If you fail after all this, get thee to a punnery!
posted by zaixfeep at 6:48 PM on January 5 [2 favorites]

So, Dr Bored for Science and I both love to pun, and we'll just riff off each other at pretty much any opportunity. How do you get good at punning? By practicing, and embracing the silliness, and finding puns that work and don't.

How much do we like to pun? When we got married in 2016, she wrote an entire letter of puns that she read to me as part of our wedding. Things like "You're one in a melon. You make my heart skip a beet..." just two solid paragraphs of them. There's a great picture of me laughing my ass off at this.
posted by Making You Bored For Science at 6:51 PM on January 5 [2 favorites]

Also, if you want high-test puns, pick up any of Spider Robinson's Callahan's stories / novels. He's got some awe-inspiring (and inspirationally putrid!) stinkers in there.
posted by Making You Bored For Science at 6:52 PM on January 5 [2 favorites]

Dare I say it and unleash this on your world? There is a pun generator. Good luck.
posted by limeonaire at 7:15 PM on January 5

Surround yourself with an appreciative audience. They don't have to make puns themselves, but they have to react -- I've found that some people have been trained out of? reacting to verbal humor, and that can discourage even the most motivated punster.
posted by batter_my_heart at 8:37 PM on January 5

Learning another language really upped my pun game, even in my native tongue.
posted by CottonCandyCapers at 5:30 AM on January 6

I think the ability to come up with puns on the fly AND (as you say) work them into conversation effectively is very different from the ability to remember and deliver jokes well.

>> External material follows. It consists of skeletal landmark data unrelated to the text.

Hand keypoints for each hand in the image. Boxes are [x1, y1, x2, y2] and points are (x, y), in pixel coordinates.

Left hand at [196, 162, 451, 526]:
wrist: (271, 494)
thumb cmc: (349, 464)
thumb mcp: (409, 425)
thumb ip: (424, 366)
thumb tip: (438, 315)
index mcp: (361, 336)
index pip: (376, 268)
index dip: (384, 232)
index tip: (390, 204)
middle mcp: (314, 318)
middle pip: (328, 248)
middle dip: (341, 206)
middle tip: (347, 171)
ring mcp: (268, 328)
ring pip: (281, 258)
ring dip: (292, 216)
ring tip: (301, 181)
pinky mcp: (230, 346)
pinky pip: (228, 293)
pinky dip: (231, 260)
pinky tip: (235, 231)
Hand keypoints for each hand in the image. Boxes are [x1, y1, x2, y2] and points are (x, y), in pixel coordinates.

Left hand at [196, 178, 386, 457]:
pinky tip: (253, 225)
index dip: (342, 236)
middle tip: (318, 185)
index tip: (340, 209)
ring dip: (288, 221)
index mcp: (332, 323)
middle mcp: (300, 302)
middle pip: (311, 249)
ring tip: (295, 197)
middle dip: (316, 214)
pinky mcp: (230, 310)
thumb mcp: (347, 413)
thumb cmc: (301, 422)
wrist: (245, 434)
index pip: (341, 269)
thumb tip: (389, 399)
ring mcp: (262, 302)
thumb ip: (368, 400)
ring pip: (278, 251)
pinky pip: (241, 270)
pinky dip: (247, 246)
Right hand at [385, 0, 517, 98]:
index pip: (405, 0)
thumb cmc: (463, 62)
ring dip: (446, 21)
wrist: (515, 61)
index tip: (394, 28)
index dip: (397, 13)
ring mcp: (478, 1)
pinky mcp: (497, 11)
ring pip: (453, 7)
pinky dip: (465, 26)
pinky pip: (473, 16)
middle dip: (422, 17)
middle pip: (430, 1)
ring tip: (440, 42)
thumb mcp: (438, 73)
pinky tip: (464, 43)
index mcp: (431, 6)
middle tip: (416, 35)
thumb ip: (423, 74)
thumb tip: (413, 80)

As others have said its about verbal flexibility and wordplay in general; the more constantly you put yourself in the mode of looking for hidden possible meaning in all the language you're exposed to, the more likely those gems are to burst into your head fully-formed ready to drop (or choke back from blurting out inappropriately).

Cryptic crosswords (UK style - Times, Guardian etc.) are probably the best tangible training tool I know of for building intuition and habit around finding multiple levels of meaning in language.

For inspiration around how subtle and creative the art of puns can be, the Uxbridge English Dictionary, which is a round from the BBC comedy show I'm Sorry I Haven't a Clue (there has been a whole book of them published too), is well worth a look.